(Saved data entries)
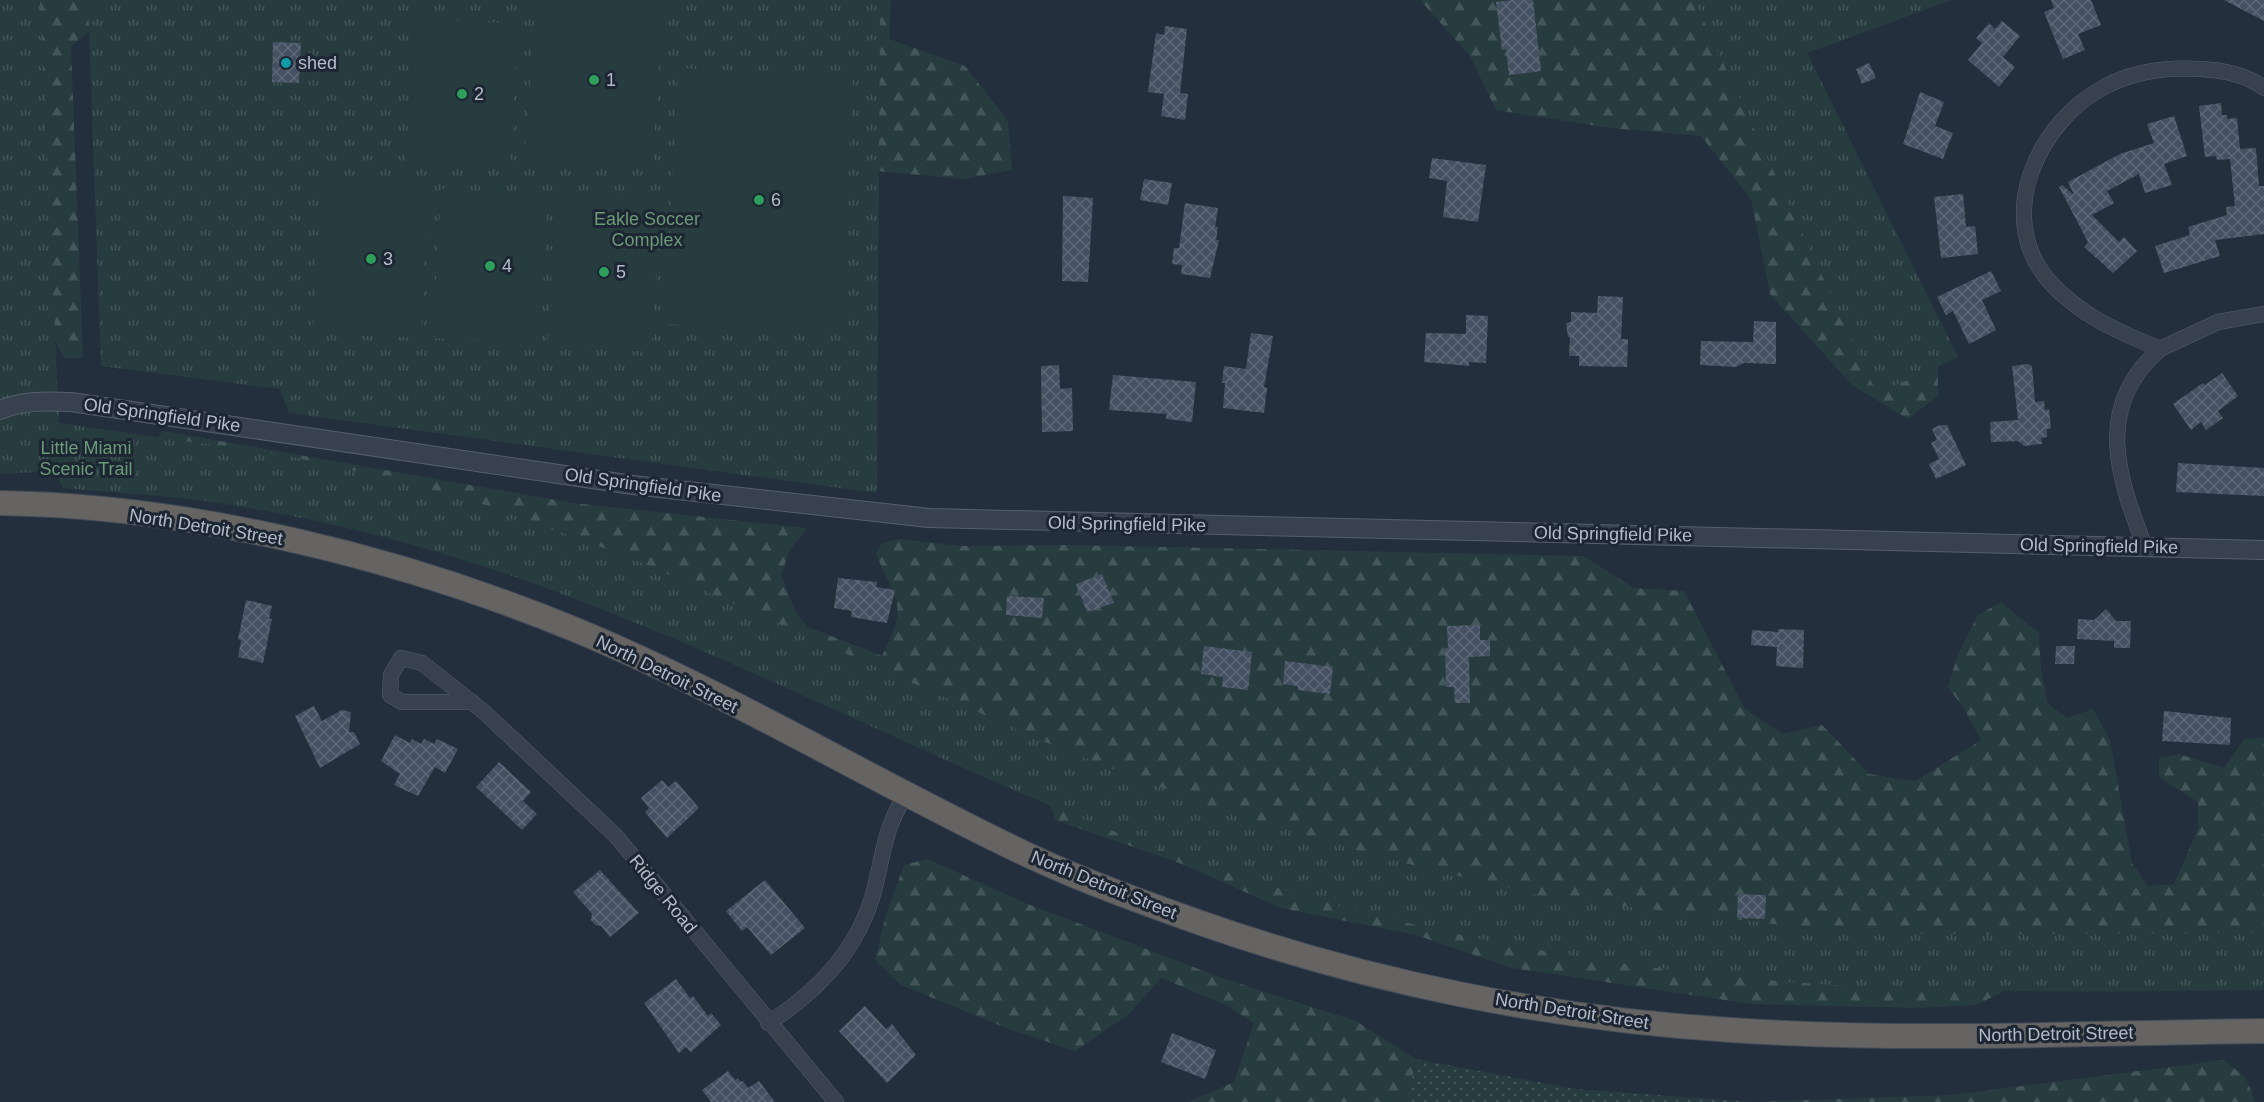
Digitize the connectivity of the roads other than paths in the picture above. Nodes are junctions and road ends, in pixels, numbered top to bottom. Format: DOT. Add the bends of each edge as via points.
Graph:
graph roads {
  1 [pos="2264,88"];
  2 [pos="2264,314"];
  3 [pos="2160,349"];
  4 [pos="0,410"];
  5 [pos="0,503"];
  6 [pos="2145,547"];
  7 [pos="2264,550"];
  8 [pos="472,702"];
  9 [pos="907,794"];
  10 [pos="768,1023"];
  11 [pos="2264,1031"];
  12 [pos="836,1102"];
  1 -- 3 [label="street" via="2256,82 2208,69 2158,70 2131,76 2107,86 2068,113 2047,141 2029,178 2024,222 2036,262 2047,279 2104,325"];
  2 -- 3 [label="street" via="2218,322"];
  3 -- 6 [label="street" via="2142,367 2124,399 2117,451 2123,490"];
  4 -- 6 [label="street, Old Springfield Pike" via="34,401 72,402 633,485 929,518"];
  5 -- 9 [label="highway, North Detroit Street" via="81,508 232,529 319,547 437,579 614,647"];
  6 -- 7 [label="street, Old Springfield Pike"];
  8 -- 8 [label="street, Ridge Road" via="402,702 390,695 391,675 401,658 422,663"];
  8 -- 10 [label="street, Ridge Road" via="616,836"];
  9 -- 10 [label="street" via="887,830 872,898 852,943 825,979"];
  9 -- 11 [label="highway, North Detroit Street" via="1074,876 1204,925 1325,961 1516,1004 1657,1024 1796,1034"];
  10 -- 12 [label="street, Ridge Road"];
}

→ Problem to work on
Restate the data word for word while omitting each picture.

→ Output below
Digitize the connectivity of the roads other than paths in the picture above. Nodes are junctions and road ends, in pixels, numbered top to bottom. Format: DOT. Add the bends of each edge as via points.
Graph:
graph roads {
  1 [pos="2264,88"];
  2 [pos="2264,314"];
  3 [pos="2160,349"];
  4 [pos="0,410"];
  5 [pos="0,503"];
  6 [pos="2145,547"];
  7 [pos="2264,550"];
  8 [pos="472,702"];
  9 [pos="907,794"];
  10 [pos="768,1023"];
  11 [pos="2264,1031"];
  12 [pos="836,1102"];
  1 -- 3 [label="street" via="2256,82 2208,69 2158,70 2131,76 2107,86 2068,113 2047,141 2029,178 2024,222 2036,262 2047,279 2104,325"];
  2 -- 3 [label="street" via="2218,322"];
  3 -- 6 [label="street" via="2142,367 2124,399 2117,451 2123,490"];
  4 -- 6 [label="street, Old Springfield Pike" via="34,401 72,402 633,485 929,518"];
  5 -- 9 [label="highway, North Detroit Street" via="81,508 232,529 319,547 437,579 614,647"];
  6 -- 7 [label="street, Old Springfield Pike"];
  8 -- 8 [label="street, Ridge Road" via="402,702 390,695 391,675 401,658 422,663"];
  8 -- 10 [label="street, Ridge Road" via="616,836"];
  9 -- 10 [label="street" via="887,830 872,898 852,943 825,979"];
  9 -- 11 [label="highway, North Detroit Street" via="1074,876 1204,925 1325,961 1516,1004 1657,1024 1796,1034"];
  10 -- 12 [label="street, Ridge Road"];
}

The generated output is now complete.